As of June 1st, Hurricane Season has blown back into town as quickly as it left last November.
Floridians know as well as anyone how unpredictable hurricanes can be and how abruptly their paths can shift. If there is one thing Hurricane Irma taught us, it is to be prepared.
First and foremost, you must know in what evacuation zone you reside. Evacuation zones are based on several factors, including ground elevation and vulnerability to storm surge.
During a potential disaster, emergency management and public safety officials are in constant communication with each other and other agencies, like the National Weather Service, to ensure we are as educated as possible before making decisions about what areas should evacuate and when. But if citizens don’t know that they are required to leave, they won’t.
Learn your evacuation zone by typing your address into the map at www.pinellascounty.org/knowyourzone or by calling the Pinellas County Interactive Hurricane Evacuation Inquiry Line, 727-453-3150, and entering the landline associated with the location in question.
If you live in a barrier island community, make sure you are registered for and know where you’ve placed your emergency access permit. When a mandatory evacuation order is lifted, law enforcement officials will scan emergency access permits at designated re-entry points.

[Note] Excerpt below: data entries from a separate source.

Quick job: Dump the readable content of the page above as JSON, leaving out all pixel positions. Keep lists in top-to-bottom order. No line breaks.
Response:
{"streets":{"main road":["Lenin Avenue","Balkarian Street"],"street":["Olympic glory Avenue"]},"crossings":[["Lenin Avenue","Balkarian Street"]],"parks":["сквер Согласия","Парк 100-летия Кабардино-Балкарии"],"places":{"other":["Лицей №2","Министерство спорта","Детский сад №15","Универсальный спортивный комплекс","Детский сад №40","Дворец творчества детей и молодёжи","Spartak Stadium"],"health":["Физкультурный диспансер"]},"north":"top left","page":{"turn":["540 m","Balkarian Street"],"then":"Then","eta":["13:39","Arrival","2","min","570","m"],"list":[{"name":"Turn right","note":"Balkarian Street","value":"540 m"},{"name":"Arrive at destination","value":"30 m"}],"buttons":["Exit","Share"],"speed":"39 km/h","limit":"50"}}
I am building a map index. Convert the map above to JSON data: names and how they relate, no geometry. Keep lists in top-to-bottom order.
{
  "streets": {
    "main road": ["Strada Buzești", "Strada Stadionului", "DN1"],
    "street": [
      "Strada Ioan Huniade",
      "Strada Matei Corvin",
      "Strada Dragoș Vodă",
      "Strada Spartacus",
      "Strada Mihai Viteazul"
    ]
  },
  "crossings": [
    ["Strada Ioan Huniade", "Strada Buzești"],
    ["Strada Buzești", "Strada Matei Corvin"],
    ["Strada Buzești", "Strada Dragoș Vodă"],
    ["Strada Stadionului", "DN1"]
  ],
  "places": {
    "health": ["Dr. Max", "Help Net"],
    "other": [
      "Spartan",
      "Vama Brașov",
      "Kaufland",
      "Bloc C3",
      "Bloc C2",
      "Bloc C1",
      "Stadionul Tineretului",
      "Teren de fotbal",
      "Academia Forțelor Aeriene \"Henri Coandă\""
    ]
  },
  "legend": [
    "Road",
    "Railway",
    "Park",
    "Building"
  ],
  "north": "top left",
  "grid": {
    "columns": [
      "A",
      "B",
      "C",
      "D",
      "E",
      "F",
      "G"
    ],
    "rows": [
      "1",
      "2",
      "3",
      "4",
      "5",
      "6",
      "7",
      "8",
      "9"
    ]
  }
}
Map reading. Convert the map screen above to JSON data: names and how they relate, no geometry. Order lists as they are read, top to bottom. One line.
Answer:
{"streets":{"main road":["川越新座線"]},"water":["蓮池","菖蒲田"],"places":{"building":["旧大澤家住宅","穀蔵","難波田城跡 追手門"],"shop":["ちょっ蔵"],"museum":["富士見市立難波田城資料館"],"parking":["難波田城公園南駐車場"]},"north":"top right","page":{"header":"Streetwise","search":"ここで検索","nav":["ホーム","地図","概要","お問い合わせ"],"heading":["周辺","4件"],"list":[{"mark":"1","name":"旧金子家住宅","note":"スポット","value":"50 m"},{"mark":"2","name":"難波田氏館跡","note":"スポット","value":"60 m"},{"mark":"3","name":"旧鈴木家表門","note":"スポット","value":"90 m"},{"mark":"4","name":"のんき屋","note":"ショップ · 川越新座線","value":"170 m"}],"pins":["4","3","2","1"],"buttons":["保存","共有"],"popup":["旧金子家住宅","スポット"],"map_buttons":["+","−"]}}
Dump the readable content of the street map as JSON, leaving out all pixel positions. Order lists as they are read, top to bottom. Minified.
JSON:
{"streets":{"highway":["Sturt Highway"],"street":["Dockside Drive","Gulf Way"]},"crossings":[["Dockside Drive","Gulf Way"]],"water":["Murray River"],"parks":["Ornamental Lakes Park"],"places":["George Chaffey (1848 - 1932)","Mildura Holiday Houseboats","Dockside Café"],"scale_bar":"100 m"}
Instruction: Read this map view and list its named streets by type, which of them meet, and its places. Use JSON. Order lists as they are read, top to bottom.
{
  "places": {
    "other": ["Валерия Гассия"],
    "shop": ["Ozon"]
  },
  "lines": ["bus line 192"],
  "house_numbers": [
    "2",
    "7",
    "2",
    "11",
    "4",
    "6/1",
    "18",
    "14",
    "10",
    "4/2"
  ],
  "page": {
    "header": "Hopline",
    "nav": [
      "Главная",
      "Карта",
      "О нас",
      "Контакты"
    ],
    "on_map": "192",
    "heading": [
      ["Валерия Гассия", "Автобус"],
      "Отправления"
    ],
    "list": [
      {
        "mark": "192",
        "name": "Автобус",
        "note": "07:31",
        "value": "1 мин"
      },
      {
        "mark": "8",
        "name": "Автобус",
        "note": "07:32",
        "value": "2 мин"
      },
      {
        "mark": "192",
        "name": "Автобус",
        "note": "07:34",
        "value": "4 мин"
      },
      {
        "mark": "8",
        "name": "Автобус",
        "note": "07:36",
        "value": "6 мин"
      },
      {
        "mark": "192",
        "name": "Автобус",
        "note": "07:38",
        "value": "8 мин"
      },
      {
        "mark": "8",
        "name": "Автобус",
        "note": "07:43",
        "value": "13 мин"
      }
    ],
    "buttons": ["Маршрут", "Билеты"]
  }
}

Barrier island residents may register directly with their city government during its general office hours year round, so don’t wait until an evacuation order has been issued to secure yours.
If you registered for and still possess your emergency access permit from years prior, you DO NOT need to register again. If you don’t know if you need a permit, visit www.pcsoweb.com/emergency-access-permit or call the Pinellas County Sheriff’s Office non-emergency line at 727-582-6200.
Just as you should have an escape plan in case of a fire, it is important you plan ahead for what you should do in case of a hurricane. Again, don’t wait until the last minute.
If you plan to stay at your residence, create a hurricane survival kit with plenty of bottled water, canned or dry foods that won’t go bad, a battery-powered radio, candles, basic first-aid items, vital medications, etc. Visit www.pinellascounty.org for a list of suggested hurricane survival kit items.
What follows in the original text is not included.